Culture’s ability to transform lives and empower people is the focus of A Culture Strategy for Scotland, published today (Friday 28 February 2020).
The document, which was developed through public engagement and consultation, outlines the Scottish Government’s commitment to strengthening the sector in order to value, protect and nurture culture.
As part of the strategy, which is supported by almost £1.25 million funding, the Scottish Government will:
• Establish a new National Partnership for Culture, an advisory group led by the former Edinburgh International Festival Managing Director Joanna Baker to support delivery of the strategy’s aims and advise Scottish Ministers on matters affecting culture
• Build an Arts Alive programme to bring up to 250 cultural sessions to schools and communities, including five artists’ residencies
• Support a pilot project with Museum Galleries Scotland to recruit volunteers from diverse backgrounds and help them achieve an SQA accredited qualification
• Develop the Arts, Culture, Health & Wellbeing Scotland Network to advocate for cultural approaches to prevent poor health and promote cultural intervention to tackle health inequality and support rehabilitation
• Encourage community-led and participatory arts activity through the Creative Communities programme, which has been match-funded this year by proceeds of crime to support projects for young people at risk of re-offending
• Help schools engage more with the arts through the Supporting Expressive Arts in the Curriculum programme
Culture Secretary Fiona Hyslop said:
“Culture is central to who we are. It is Scotland’s strength. This is why it must be valued first and foremost in and of itself – that is to say culture is worth more than any financial value that can be placed on it.

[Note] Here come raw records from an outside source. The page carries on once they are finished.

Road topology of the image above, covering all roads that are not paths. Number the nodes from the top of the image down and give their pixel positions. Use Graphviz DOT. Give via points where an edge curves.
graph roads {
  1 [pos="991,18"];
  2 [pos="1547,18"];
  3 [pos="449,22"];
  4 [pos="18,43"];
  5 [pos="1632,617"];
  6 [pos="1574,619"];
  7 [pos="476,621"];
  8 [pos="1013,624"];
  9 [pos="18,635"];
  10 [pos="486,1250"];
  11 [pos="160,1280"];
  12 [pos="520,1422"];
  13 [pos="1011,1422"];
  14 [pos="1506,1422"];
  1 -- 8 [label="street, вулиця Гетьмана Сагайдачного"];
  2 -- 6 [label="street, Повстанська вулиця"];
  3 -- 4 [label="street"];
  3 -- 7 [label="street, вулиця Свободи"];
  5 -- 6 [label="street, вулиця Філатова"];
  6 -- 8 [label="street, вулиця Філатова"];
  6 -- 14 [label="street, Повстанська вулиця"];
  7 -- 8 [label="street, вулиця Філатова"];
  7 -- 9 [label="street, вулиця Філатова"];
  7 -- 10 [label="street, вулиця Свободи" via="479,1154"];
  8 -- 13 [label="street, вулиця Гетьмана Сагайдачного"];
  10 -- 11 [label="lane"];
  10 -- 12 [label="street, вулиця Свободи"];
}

“A key pillar of the strategy is the recognition that we need to do more to nurture artistic talent and support artists and to add value, recognise and champion artistic excellence. We want to harness the power of culture to transform lives, to improve health and wellbeing, to contribute to the growing economy, and to bring creative approaches to design better communities.
“I am grateful to everyone who has helped to shape this strategy as part of our national cultural conversation – which will continue to grow and evolve. It places culture at the heart of Government, and sets a shared vision which I hope will inspire all those with an interest in its future in Scotland.”